#virtual-machine #introspection #xen #virtualization #linux #memory-access

vmi

A modular and extensible library for Virtual Machine Introspection

6 releases

0.1.1 Nov 9, 2024
0.1.0 Nov 9, 2024
0.0.1-rc.3 Nov 6, 2024
0.0.0 Oct 29, 2024

#36 in Emulators

Download history 61/week @ 2024-10-23 65/week @ 2024-10-30 388/week @ 2024-11-06 9/week @ 2024-11-13 3/week @ 2024-11-20

400 downloads per month

MIT license

325KB
5.5K SLoC

Crates.io Downloads Docs License

Virtual Machine Introspection

A comprehensive framework for Virtual Machine Introspection (VMI) implemented in Rust, providing safe abstractions for analyzing and manipulating virtual machine state from the outside.

Table of Contents

Introduction

VMI is a powerful technique for analyzing and manipulating virtual machines from the outside. It is used in a variety of security applications, including malware analysis, intrusion detection, and digital forensics.

Motivation

However, VMI is complex and error-prone, requiring low-level interactions with the virtual machine.

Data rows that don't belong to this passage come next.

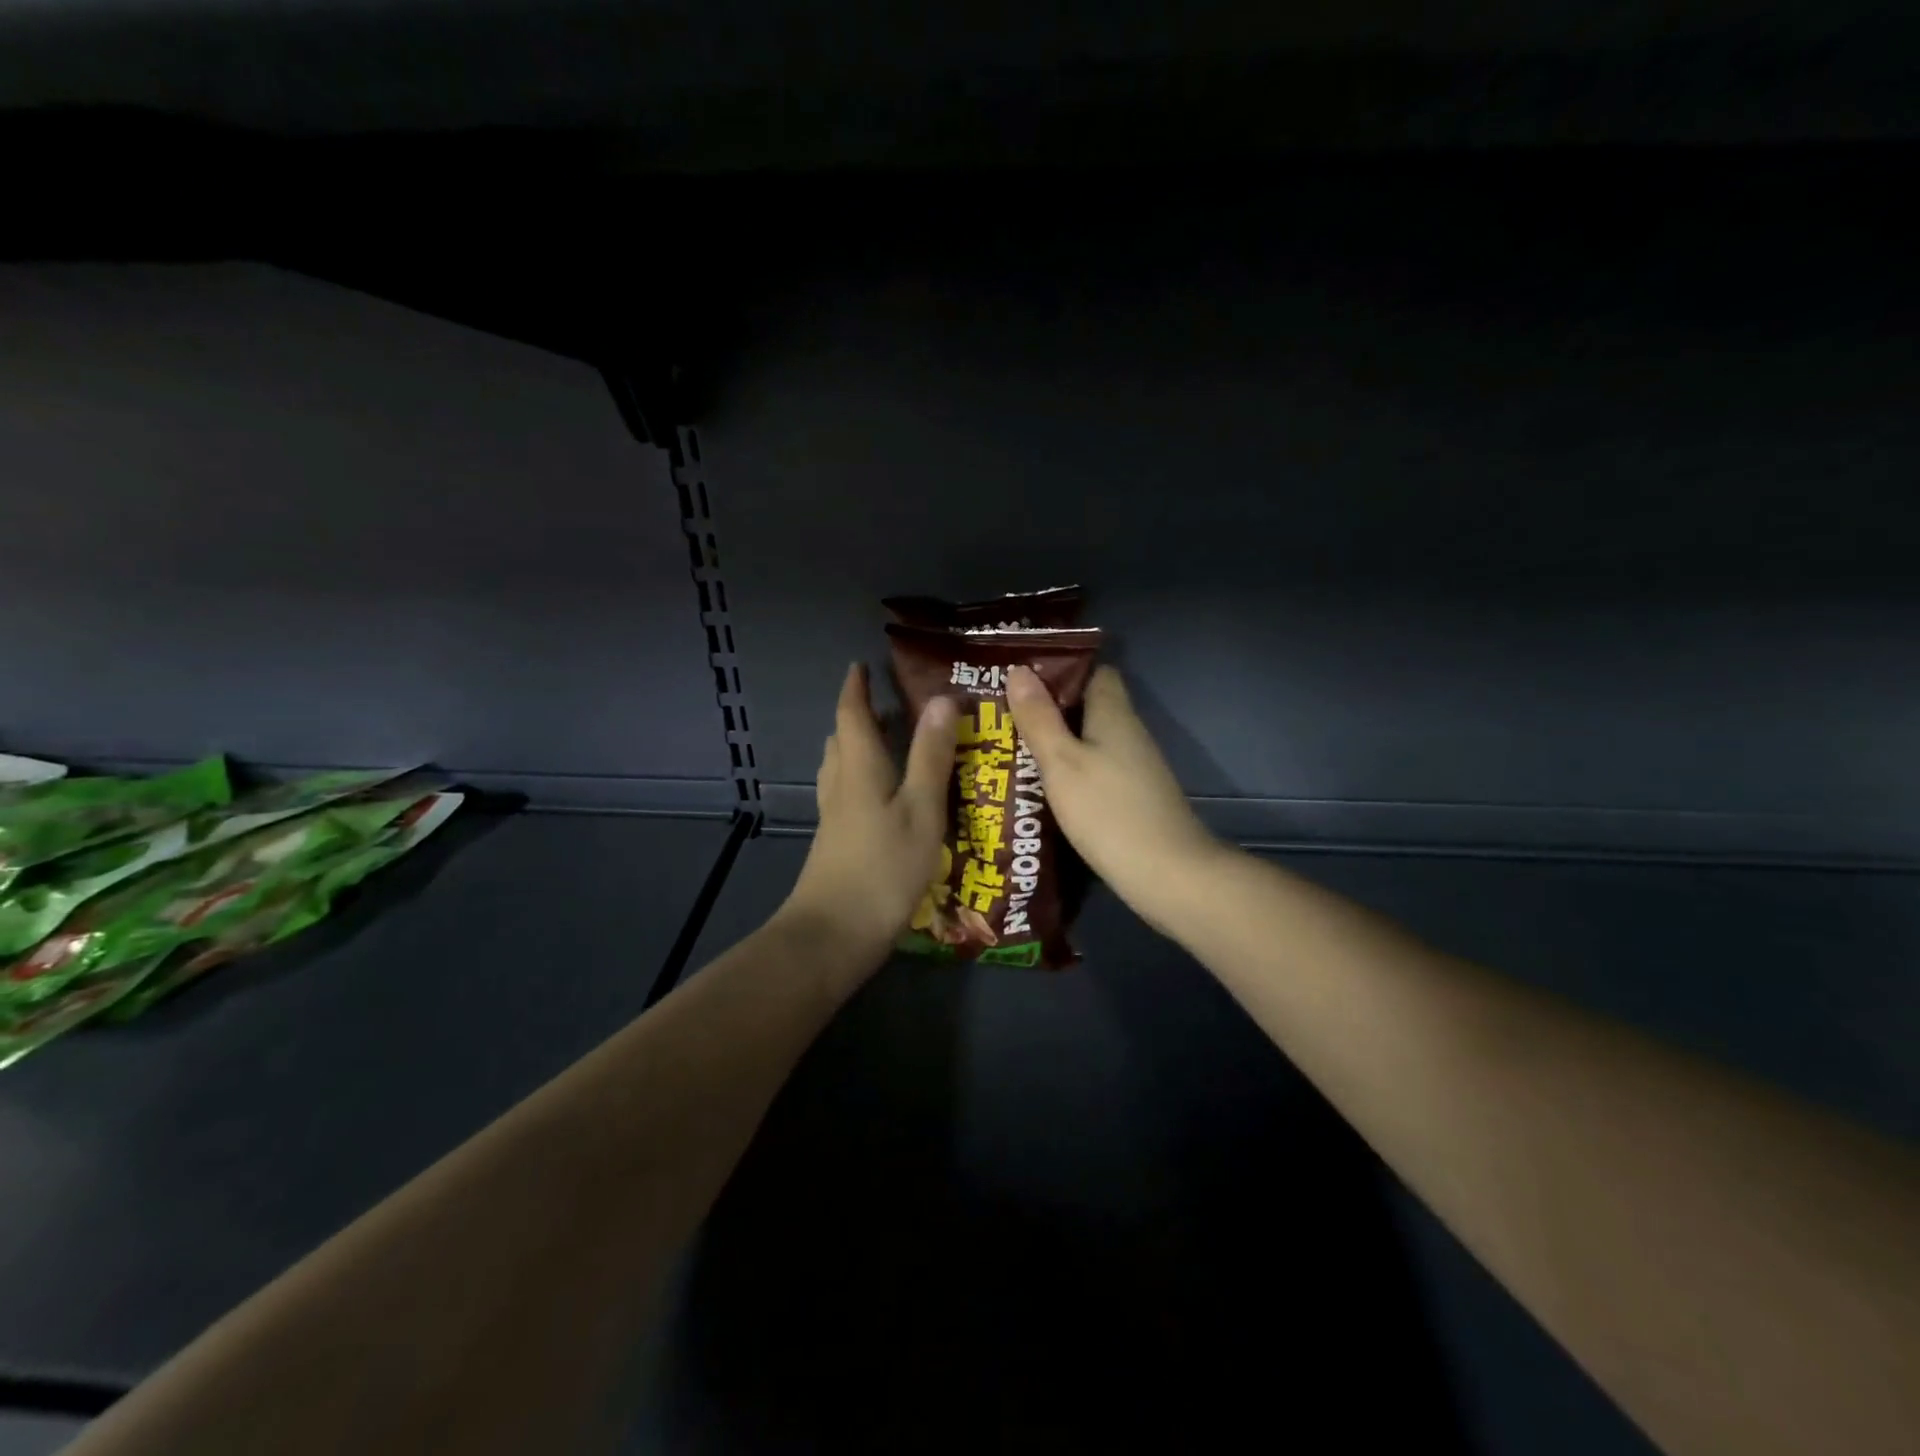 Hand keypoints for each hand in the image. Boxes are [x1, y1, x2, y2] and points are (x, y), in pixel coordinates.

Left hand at [779, 663, 958, 969]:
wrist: (834, 934)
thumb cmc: (883, 867)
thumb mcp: (921, 809)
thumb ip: (931, 756)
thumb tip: (941, 699)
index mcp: (860, 769)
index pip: (851, 716)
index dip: (855, 688)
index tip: (860, 665)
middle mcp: (841, 786)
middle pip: (841, 740)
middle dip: (857, 717)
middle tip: (884, 703)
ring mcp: (834, 818)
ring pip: (840, 769)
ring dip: (855, 747)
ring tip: (883, 742)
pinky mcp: (836, 843)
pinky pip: (846, 794)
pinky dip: (860, 779)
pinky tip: (881, 797)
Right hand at [1005, 664, 1226, 932]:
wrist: (1167, 874)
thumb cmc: (1108, 811)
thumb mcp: (1061, 762)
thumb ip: (1039, 718)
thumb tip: (1019, 670)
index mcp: (1114, 714)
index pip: (1095, 672)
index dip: (1061, 671)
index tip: (1022, 679)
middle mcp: (1129, 734)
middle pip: (1089, 707)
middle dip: (1050, 709)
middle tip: (1003, 717)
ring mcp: (1135, 768)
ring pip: (1091, 741)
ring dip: (1058, 742)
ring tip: (1011, 749)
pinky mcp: (1134, 798)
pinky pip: (1097, 770)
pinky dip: (1072, 772)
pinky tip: (1043, 788) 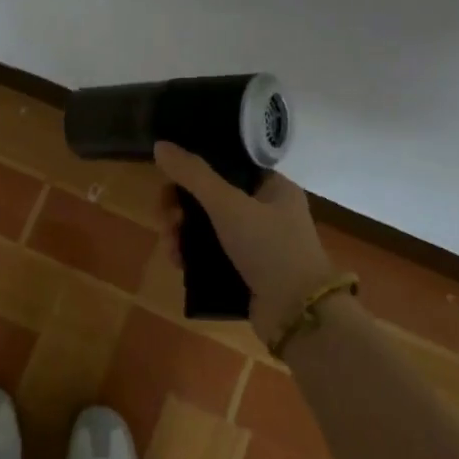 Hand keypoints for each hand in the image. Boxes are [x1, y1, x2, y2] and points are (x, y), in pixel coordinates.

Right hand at [153, 142, 335, 344]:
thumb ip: (192, 174)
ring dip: (181, 234)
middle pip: (211, 198)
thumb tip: (160, 145)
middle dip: (181, 208)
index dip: (195, 171)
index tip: (170, 182)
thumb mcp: (228, 204)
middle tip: (167, 220)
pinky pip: (211, 255)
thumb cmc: (269, 248)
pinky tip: (178, 263)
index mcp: (273, 188)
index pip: (227, 166)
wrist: (298, 314)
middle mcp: (266, 212)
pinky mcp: (246, 272)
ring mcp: (257, 244)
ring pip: (207, 228)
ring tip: (170, 248)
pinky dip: (192, 256) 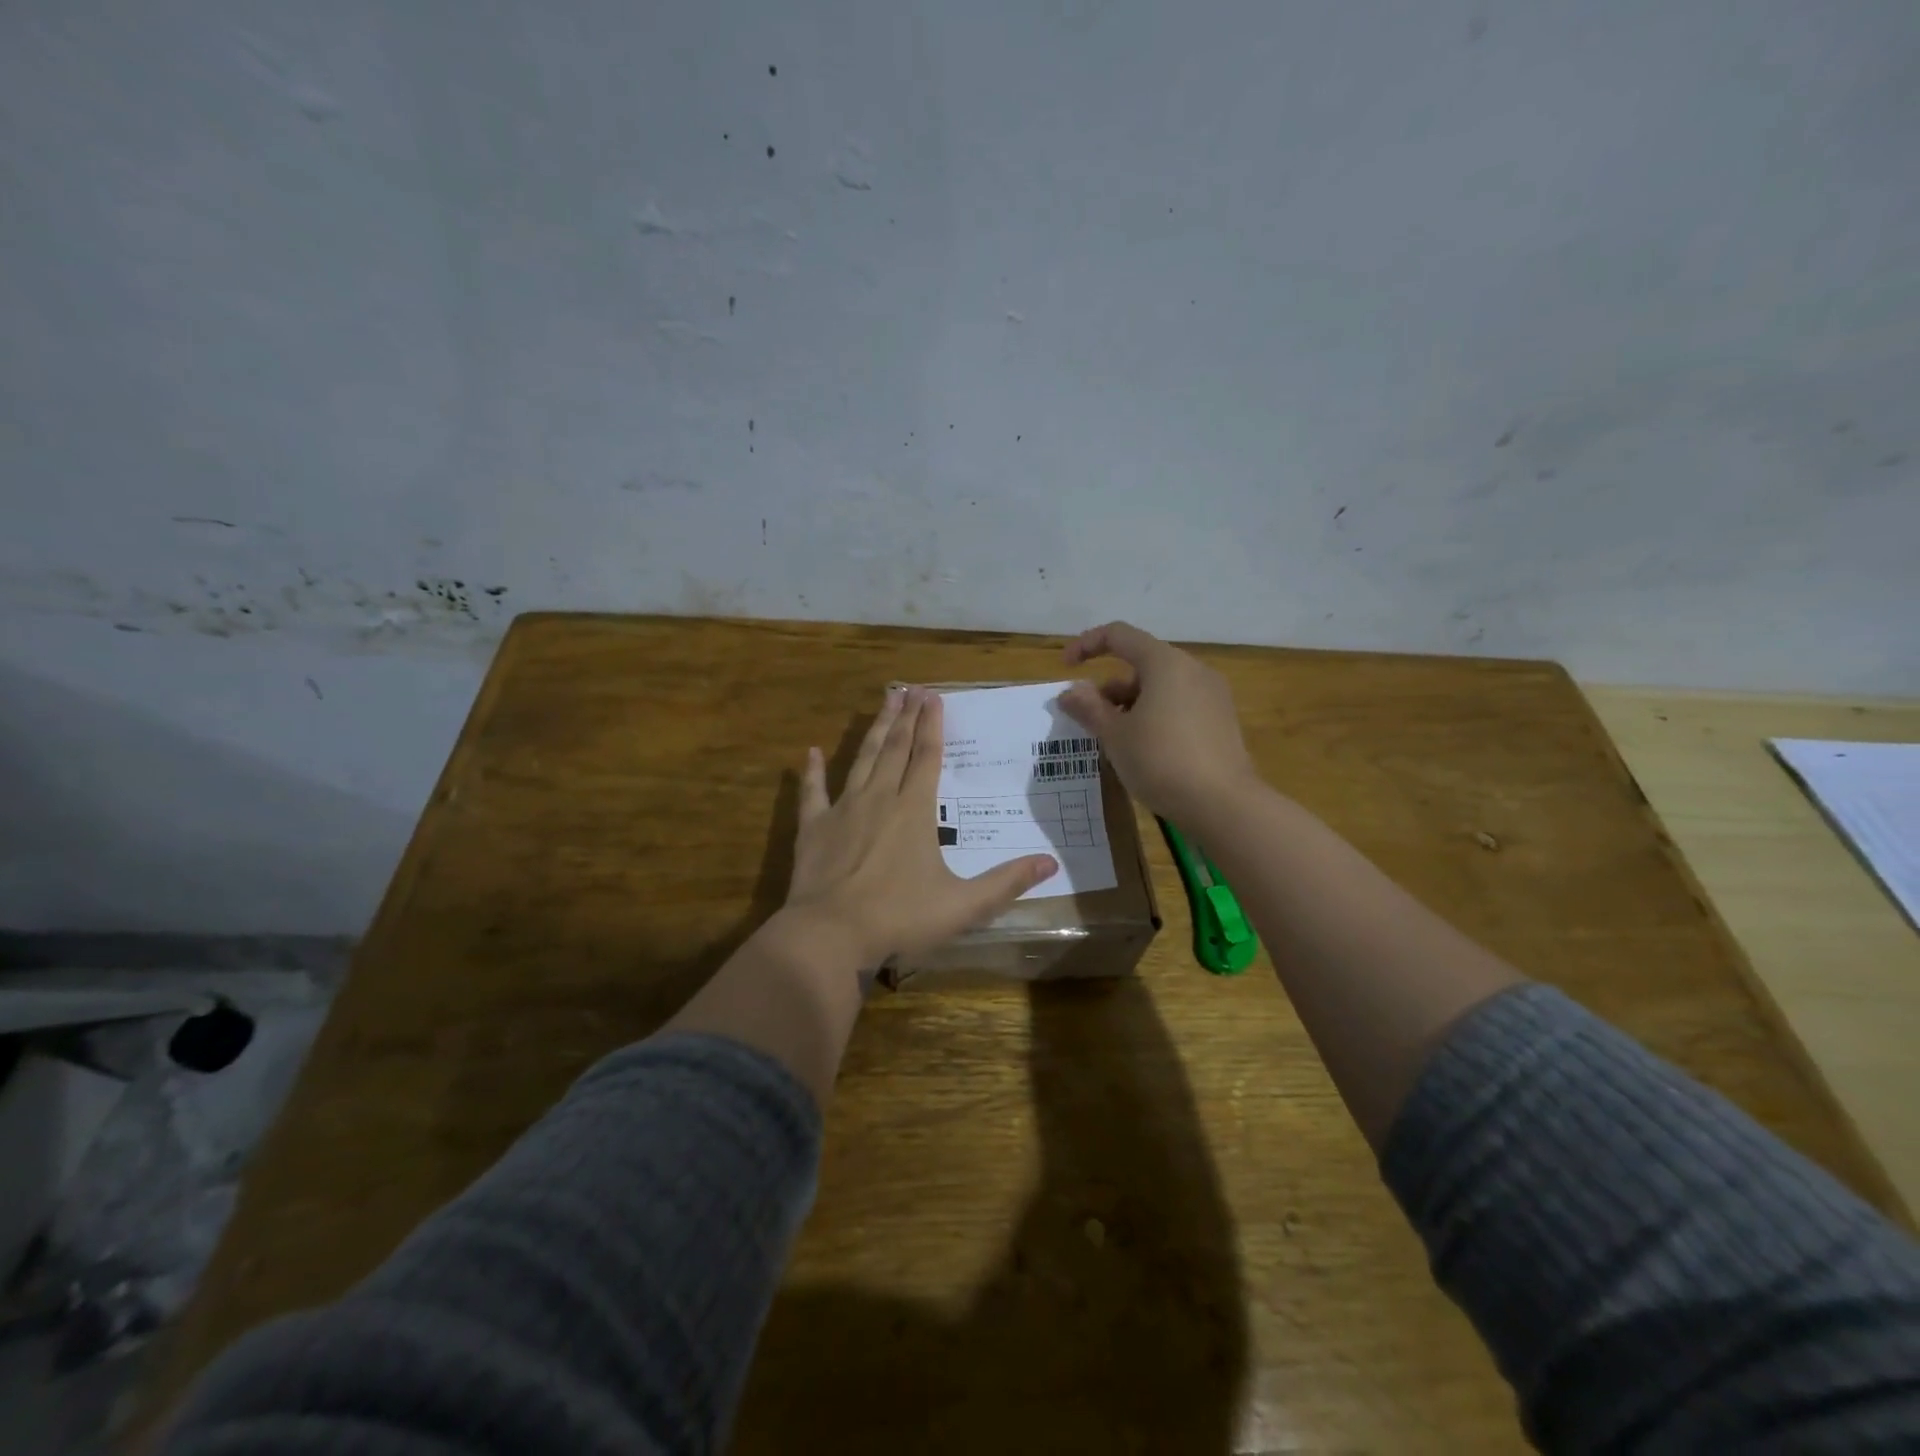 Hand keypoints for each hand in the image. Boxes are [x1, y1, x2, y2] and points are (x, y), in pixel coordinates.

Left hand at [784, 685, 1058, 966]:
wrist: (829, 935)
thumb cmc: (899, 918)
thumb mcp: (963, 905)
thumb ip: (1007, 883)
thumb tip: (1051, 863)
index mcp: (914, 811)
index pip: (928, 758)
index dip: (933, 726)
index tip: (934, 696)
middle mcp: (879, 799)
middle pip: (895, 749)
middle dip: (906, 717)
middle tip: (911, 688)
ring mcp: (843, 810)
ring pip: (862, 759)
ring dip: (874, 729)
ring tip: (884, 701)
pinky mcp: (813, 828)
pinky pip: (812, 792)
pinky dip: (812, 772)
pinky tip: (811, 751)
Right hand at [1061, 621, 1257, 825]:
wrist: (1223, 804)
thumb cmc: (1161, 761)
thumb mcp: (1115, 736)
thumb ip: (1089, 708)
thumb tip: (1070, 692)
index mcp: (1165, 663)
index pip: (1119, 635)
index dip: (1087, 645)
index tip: (1066, 669)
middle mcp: (1192, 670)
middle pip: (1141, 664)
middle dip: (1109, 688)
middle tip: (1090, 720)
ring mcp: (1212, 695)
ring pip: (1160, 688)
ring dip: (1130, 705)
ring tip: (1115, 741)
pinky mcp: (1221, 720)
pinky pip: (1179, 705)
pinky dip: (1155, 716)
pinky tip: (1144, 751) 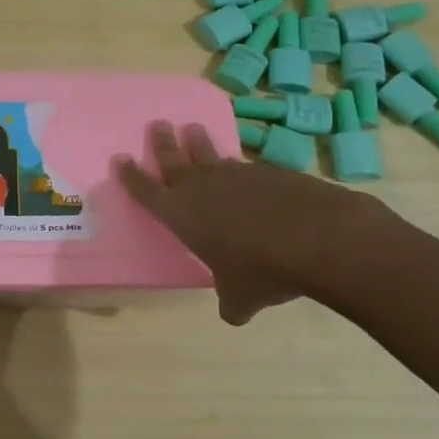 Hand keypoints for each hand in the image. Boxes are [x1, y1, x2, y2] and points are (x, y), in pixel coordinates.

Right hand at [115, 120, 391, 324]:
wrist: (317, 237)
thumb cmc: (262, 270)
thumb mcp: (241, 297)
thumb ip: (232, 302)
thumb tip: (234, 313)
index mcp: (182, 215)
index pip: (146, 191)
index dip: (131, 176)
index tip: (120, 159)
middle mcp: (203, 188)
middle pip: (174, 159)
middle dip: (163, 143)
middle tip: (157, 125)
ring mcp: (237, 175)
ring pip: (211, 155)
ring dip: (199, 143)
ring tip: (192, 130)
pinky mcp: (269, 172)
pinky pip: (246, 167)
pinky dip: (240, 168)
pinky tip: (247, 174) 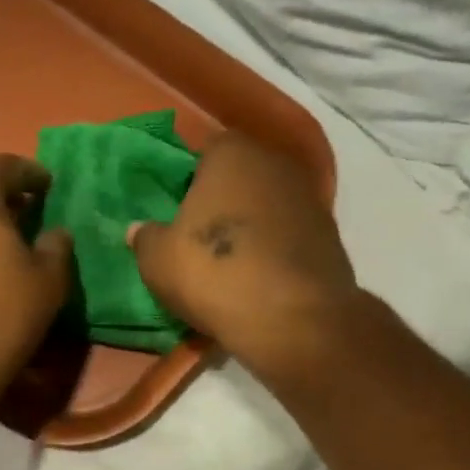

This framework aims to simplify VMI by providing a high-level, type-safe API for common operations, such as memory access, CPU register manipulation, and OS-specific introspection.

The framework is designed to be modular and extensible, supporting multiple CPU architectures, hypervisors, and operating systems. It includes built-in support for AMD64 architecture, Xen hypervisor, and Windows and Linux operating systems.

The Semantic Gap

VMI involves interacting with a virtual machine at a very low level, often requiring direct manipulation of memory and registers. A common challenge is the semantic gap between these low-level operations (e.g., reading memory) and the higher-level understanding of the guest OS needed for meaningful analysis (e.g., enumerating processes and analyzing their modules).

This framework addresses this gap through a layered architecture, from raw hypervisor interactions, through OS-specific abstractions like WindowsOs and LinuxOs, to integration with the ISR library, providing version-agnostic access to OS internals.

The VMI Landscape

Let's be honest, VMI doesn't get the love it deserves. While incredibly useful, it's not as widely supported as it should be. Xen is currently the champion of VMI support among major hypervisors. Other hypervisors, like VMware, Hyper-V, and VirtualBox, haven't quite jumped on the VMI bandwagon yet.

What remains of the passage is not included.